PROMPT:
Exactly as written, give back every record below.

━━━ THE DATA ━━━

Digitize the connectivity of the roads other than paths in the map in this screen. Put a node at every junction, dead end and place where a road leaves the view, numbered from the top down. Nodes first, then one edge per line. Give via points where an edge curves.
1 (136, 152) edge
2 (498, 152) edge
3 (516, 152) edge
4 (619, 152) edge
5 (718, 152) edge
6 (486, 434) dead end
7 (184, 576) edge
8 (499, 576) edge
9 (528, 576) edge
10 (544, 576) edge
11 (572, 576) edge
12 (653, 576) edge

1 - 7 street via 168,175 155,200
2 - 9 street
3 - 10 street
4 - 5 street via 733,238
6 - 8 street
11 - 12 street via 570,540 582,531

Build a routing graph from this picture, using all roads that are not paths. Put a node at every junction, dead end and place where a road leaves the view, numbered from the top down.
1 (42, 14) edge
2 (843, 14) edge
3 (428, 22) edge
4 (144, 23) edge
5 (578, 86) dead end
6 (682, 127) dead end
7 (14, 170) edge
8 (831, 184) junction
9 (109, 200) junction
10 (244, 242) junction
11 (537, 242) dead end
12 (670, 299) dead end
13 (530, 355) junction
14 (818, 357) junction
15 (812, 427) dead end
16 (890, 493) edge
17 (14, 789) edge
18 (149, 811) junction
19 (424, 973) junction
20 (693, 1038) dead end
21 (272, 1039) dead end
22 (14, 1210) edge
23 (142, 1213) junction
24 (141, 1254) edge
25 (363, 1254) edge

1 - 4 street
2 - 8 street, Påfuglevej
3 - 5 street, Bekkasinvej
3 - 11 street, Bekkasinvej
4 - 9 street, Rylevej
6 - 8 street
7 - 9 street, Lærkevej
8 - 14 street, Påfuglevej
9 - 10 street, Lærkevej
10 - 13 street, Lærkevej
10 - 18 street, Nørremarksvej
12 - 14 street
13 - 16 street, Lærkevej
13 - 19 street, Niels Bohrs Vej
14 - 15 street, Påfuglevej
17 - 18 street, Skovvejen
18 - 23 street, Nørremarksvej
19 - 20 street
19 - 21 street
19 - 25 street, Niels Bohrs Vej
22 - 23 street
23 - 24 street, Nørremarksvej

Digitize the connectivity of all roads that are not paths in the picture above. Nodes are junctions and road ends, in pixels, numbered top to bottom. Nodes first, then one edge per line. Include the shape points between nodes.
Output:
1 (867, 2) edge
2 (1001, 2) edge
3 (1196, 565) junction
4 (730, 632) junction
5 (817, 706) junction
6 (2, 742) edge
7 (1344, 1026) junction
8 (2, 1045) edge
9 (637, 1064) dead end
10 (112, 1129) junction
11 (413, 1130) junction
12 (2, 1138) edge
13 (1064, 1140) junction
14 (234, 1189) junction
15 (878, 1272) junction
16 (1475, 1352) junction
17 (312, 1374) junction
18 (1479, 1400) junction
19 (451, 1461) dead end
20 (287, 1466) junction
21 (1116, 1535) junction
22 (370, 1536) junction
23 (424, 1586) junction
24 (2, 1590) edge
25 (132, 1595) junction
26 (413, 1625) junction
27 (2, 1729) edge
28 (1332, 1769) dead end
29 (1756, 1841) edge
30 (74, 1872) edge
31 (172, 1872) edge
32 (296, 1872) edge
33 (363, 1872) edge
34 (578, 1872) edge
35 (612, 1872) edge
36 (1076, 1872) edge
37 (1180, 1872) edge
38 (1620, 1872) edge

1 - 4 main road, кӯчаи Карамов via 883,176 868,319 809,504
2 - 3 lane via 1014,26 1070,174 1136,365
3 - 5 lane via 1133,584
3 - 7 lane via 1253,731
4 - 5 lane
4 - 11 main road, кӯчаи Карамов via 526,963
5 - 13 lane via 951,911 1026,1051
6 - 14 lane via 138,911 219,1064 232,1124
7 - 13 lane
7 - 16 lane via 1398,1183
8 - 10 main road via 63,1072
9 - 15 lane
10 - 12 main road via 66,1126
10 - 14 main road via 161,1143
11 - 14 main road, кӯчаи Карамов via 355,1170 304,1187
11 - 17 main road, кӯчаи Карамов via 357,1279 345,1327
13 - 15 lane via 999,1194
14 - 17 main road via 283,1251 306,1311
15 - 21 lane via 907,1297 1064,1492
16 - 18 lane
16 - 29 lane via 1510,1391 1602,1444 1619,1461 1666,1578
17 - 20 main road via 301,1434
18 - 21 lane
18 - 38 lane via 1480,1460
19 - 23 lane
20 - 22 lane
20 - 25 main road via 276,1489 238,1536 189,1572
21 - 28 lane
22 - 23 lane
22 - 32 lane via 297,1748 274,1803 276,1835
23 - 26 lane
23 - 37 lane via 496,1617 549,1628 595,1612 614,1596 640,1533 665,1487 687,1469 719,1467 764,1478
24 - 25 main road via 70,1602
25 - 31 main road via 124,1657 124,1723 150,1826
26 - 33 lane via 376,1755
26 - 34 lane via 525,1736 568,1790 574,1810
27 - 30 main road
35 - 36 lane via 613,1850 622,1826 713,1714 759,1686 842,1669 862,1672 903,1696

━━━

WRITTEN RESPONSE:
Digitize the connectivity of the roads other than paths in the map in this screen. Put a node at every junction, dead end and place where a road leaves the view, numbered from the top down. Nodes first, then one edge per line. Give via points where an edge curves.
1 (136, 152) edge
2 (498, 152) edge
3 (516, 152) edge
4 (619, 152) edge
5 (718, 152) edge
6 (486, 434) dead end
7 (184, 576) edge
8 (499, 576) edge
9 (528, 576) edge
10 (544, 576) edge
11 (572, 576) edge
12 (653, 576) edge

1 - 7 street via 168,175 155,200
2 - 9 street
3 - 10 street
4 - 5 street via 733,238
6 - 8 street
11 - 12 street via 570,540 582,531

Build a routing graph from this picture, using all roads that are not paths. Put a node at every junction, dead end and place where a road leaves the view, numbered from the top down.
1 (42, 14) edge
2 (843, 14) edge
3 (428, 22) edge
4 (144, 23) edge
5 (578, 86) dead end
6 (682, 127) dead end
7 (14, 170) edge
8 (831, 184) junction
9 (109, 200) junction
10 (244, 242) junction
11 (537, 242) dead end
12 (670, 299) dead end
13 (530, 355) junction
14 (818, 357) junction
15 (812, 427) dead end
16 (890, 493) edge
17 (14, 789) edge
18 (149, 811) junction
19 (424, 973) junction
20 (693, 1038) dead end
21 (272, 1039) dead end
22 (14, 1210) edge
23 (142, 1213) junction
24 (141, 1254) edge
25 (363, 1254) edge

1 - 4 street
2 - 8 street, Påfuglevej
3 - 5 street, Bekkasinvej
3 - 11 street, Bekkasinvej
4 - 9 street, Rylevej
6 - 8 street
7 - 9 street, Lærkevej
8 - 14 street, Påfuglevej
9 - 10 street, Lærkevej
10 - 13 street, Lærkevej
10 - 18 street, Nørremarksvej
12 - 14 street
13 - 16 street, Lærkevej
13 - 19 street, Niels Bohrs Vej
14 - 15 street, Påfuglevej
17 - 18 street, Skovvejen
18 - 23 street, Nørremarksvej
19 - 20 street
19 - 21 street
19 - 25 street, Niels Bohrs Vej
22 - 23 street
23 - 24 street, Nørremarksvej

Digitize the connectivity of all roads that are not paths in the picture above. Nodes are junctions and road ends, in pixels, numbered top to bottom. Nodes first, then one edge per line. Include the shape points between nodes.
Output:
1 (867, 2) edge
2 (1001, 2) edge
3 (1196, 565) junction
4 (730, 632) junction
5 (817, 706) junction
6 (2, 742) edge
7 (1344, 1026) junction
8 (2, 1045) edge
9 (637, 1064) dead end
10 (112, 1129) junction
11 (413, 1130) junction
12 (2, 1138) edge
13 (1064, 1140) junction
14 (234, 1189) junction
15 (878, 1272) junction
16 (1475, 1352) junction
17 (312, 1374) junction
18 (1479, 1400) junction
19 (451, 1461) dead end
20 (287, 1466) junction
21 (1116, 1535) junction
22 (370, 1536) junction
23 (424, 1586) junction
24 (2, 1590) edge
25 (132, 1595) junction
26 (413, 1625) junction
27 (2, 1729) edge
28 (1332, 1769) dead end
29 (1756, 1841) edge
30 (74, 1872) edge
31 (172, 1872) edge
32 (296, 1872) edge
33 (363, 1872) edge
34 (578, 1872) edge
35 (612, 1872) edge
36 (1076, 1872) edge
37 (1180, 1872) edge
38 (1620, 1872) edge

1 - 4 main road, кӯчаи Карамов via 883,176 868,319 809,504
2 - 3 lane via 1014,26 1070,174 1136,365
3 - 5 lane via 1133,584
3 - 7 lane via 1253,731
4 - 5 lane
4 - 11 main road, кӯчаи Карамов via 526,963
5 - 13 lane via 951,911 1026,1051
6 - 14 lane via 138,911 219,1064 232,1124
7 - 13 lane
7 - 16 lane via 1398,1183
8 - 10 main road via 63,1072
9 - 15 lane
10 - 12 main road via 66,1126
10 - 14 main road via 161,1143
11 - 14 main road, кӯчаи Карамов via 355,1170 304,1187
11 - 17 main road, кӯчаи Карамов via 357,1279 345,1327
13 - 15 lane via 999,1194
14 - 17 main road via 283,1251 306,1311
15 - 21 lane via 907,1297 1064,1492
16 - 18 lane
16 - 29 lane via 1510,1391 1602,1444 1619,1461 1666,1578
17 - 20 main road via 301,1434
18 - 21 lane
18 - 38 lane via 1480,1460
19 - 23 lane
20 - 22 lane
20 - 25 main road via 276,1489 238,1536 189,1572
21 - 28 lane
22 - 23 lane
22 - 32 lane via 297,1748 274,1803 276,1835
23 - 26 lane
23 - 37 lane via 496,1617 549,1628 595,1612 614,1596 640,1533 665,1487 687,1469 719,1467 764,1478
24 - 25 main road via 70,1602
25 - 31 main road via 124,1657 124,1723 150,1826
26 - 33 lane via 376,1755
26 - 34 lane via 525,1736 568,1790 574,1810
27 - 30 main road
35 - 36 lane via 613,1850 622,1826 713,1714 759,1686 842,1669 862,1672 903,1696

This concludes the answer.